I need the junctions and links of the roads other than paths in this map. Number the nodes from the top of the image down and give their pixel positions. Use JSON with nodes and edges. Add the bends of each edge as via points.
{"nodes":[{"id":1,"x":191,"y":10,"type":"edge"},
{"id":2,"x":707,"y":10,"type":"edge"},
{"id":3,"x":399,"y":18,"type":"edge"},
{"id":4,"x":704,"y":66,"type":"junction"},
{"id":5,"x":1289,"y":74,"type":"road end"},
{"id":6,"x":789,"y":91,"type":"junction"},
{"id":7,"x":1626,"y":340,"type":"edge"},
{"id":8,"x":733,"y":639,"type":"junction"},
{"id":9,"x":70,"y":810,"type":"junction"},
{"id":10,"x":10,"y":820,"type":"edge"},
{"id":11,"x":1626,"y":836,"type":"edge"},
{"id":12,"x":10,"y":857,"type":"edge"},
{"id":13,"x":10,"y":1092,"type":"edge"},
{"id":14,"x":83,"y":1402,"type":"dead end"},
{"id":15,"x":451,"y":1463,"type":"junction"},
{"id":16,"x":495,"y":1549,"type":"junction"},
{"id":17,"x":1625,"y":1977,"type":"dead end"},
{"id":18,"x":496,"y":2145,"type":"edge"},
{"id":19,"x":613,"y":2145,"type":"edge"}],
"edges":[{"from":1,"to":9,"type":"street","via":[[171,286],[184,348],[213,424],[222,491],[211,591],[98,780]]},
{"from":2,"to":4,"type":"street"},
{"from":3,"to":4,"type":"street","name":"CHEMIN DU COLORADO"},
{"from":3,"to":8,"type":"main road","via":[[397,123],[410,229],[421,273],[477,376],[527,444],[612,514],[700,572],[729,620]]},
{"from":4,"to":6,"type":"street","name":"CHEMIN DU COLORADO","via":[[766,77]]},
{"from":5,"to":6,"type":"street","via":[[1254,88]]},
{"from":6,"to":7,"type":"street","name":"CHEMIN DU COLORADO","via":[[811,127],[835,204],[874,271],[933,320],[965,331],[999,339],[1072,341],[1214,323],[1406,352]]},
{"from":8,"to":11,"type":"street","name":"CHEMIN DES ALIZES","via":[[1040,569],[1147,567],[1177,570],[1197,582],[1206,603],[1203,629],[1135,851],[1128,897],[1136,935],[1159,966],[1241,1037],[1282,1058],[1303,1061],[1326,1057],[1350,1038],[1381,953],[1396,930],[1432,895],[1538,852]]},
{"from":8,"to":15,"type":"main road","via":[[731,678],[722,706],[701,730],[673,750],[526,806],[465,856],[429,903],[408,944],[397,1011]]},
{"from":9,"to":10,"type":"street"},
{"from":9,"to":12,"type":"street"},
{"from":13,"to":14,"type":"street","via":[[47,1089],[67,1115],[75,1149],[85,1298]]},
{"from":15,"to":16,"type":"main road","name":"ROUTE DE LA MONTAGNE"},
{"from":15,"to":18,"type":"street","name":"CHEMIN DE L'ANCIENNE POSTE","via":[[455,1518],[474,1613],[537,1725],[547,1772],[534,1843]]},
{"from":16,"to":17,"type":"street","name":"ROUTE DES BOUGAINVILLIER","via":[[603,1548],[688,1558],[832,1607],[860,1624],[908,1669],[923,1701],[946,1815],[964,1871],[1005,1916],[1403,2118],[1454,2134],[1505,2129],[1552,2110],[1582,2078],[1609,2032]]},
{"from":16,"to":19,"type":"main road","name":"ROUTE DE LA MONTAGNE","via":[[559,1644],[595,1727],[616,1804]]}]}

###

**Activity:** Repeat the material above in its entirety, exactly.

**Reply:**
I need the junctions and links of the roads other than paths in this map. Number the nodes from the top of the image down and give their pixel positions. Use JSON with nodes and edges. Add the bends of each edge as via points.
{"nodes":[{"id":1,"x":191,"y":10,"type":"edge"},
{"id":2,"x":707,"y":10,"type":"edge"},
{"id":3,"x":399,"y":18,"type":"edge"},
{"id":4,"x":704,"y":66,"type":"junction"},
{"id":5,"x":1289,"y":74,"type":"road end"},
{"id":6,"x":789,"y":91,"type":"junction"},
{"id":7,"x":1626,"y":340,"type":"edge"},
{"id":8,"x":733,"y":639,"type":"junction"},
{"id":9,"x":70,"y":810,"type":"junction"},
{"id":10,"x":10,"y":820,"type":"edge"},
{"id":11,"x":1626,"y":836,"type":"edge"},
{"id":12,"x":10,"y":857,"type":"edge"},
{"id":13,"x":10,"y":1092,"type":"edge"},
{"id":14,"x":83,"y":1402,"type":"dead end"},
{"id":15,"x":451,"y":1463,"type":"junction"},
{"id":16,"x":495,"y":1549,"type":"junction"},
{"id":17,"x":1625,"y":1977,"type":"dead end"},
{"id":18,"x":496,"y":2145,"type":"edge"},
{"id":19,"x":613,"y":2145,"type":"edge"}],
"edges":[{"from":1,"to":9,"type":"street","via":[[171,286],[184,348],[213,424],[222,491],[211,591],[98,780]]},
{"from":2,"to":4,"type":"street"},
{"from":3,"to":4,"type":"street","name":"CHEMIN DU COLORADO"},
{"from":3,"to":8,"type":"main road","via":[[397,123],[410,229],[421,273],[477,376],[527,444],[612,514],[700,572],[729,620]]},
{"from":4,"to":6,"type":"street","name":"CHEMIN DU COLORADO","via":[[766,77]]},
{"from":5,"to":6,"type":"street","via":[[1254,88]]},
{"from":6,"to":7,"type":"street","name":"CHEMIN DU COLORADO","via":[[811,127],[835,204],[874,271],[933,320],[965,331],[999,339],[1072,341],[1214,323],[1406,352]]},
{"from":8,"to":11,"type":"street","name":"CHEMIN DES ALIZES","via":[[1040,569],[1147,567],[1177,570],[1197,582],[1206,603],[1203,629],[1135,851],[1128,897],[1136,935],[1159,966],[1241,1037],[1282,1058],[1303,1061],[1326,1057],[1350,1038],[1381,953],[1396,930],[1432,895],[1538,852]]},
{"from":8,"to":15,"type":"main road","via":[[731,678],[722,706],[701,730],[673,750],[526,806],[465,856],[429,903],[408,944],[397,1011]]},
{"from":9,"to":10,"type":"street"},
{"from":9,"to":12,"type":"street"},
{"from":13,"to":14,"type":"street","via":[[47,1089],[67,1115],[75,1149],[85,1298]]},
{"from":15,"to":16,"type":"main road","name":"ROUTE DE LA MONTAGNE"},
{"from":15,"to":18,"type":"street","name":"CHEMIN DE L'ANCIENNE POSTE","via":[[455,1518],[474,1613],[537,1725],[547,1772],[534,1843]]},
{"from":16,"to":17,"type":"street","name":"ROUTE DES BOUGAINVILLIER","via":[[603,1548],[688,1558],[832,1607],[860,1624],[908,1669],[923,1701],[946,1815],[964,1871],[1005,1916],[1403,2118],[1454,2134],[1505,2129],[1552,2110],[1582,2078],[1609,2032]]},
{"from":16,"to":19,"type":"main road","name":"ROUTE DE LA MONTAGNE","via":[[559,1644],[595,1727],[616,1804]]}]}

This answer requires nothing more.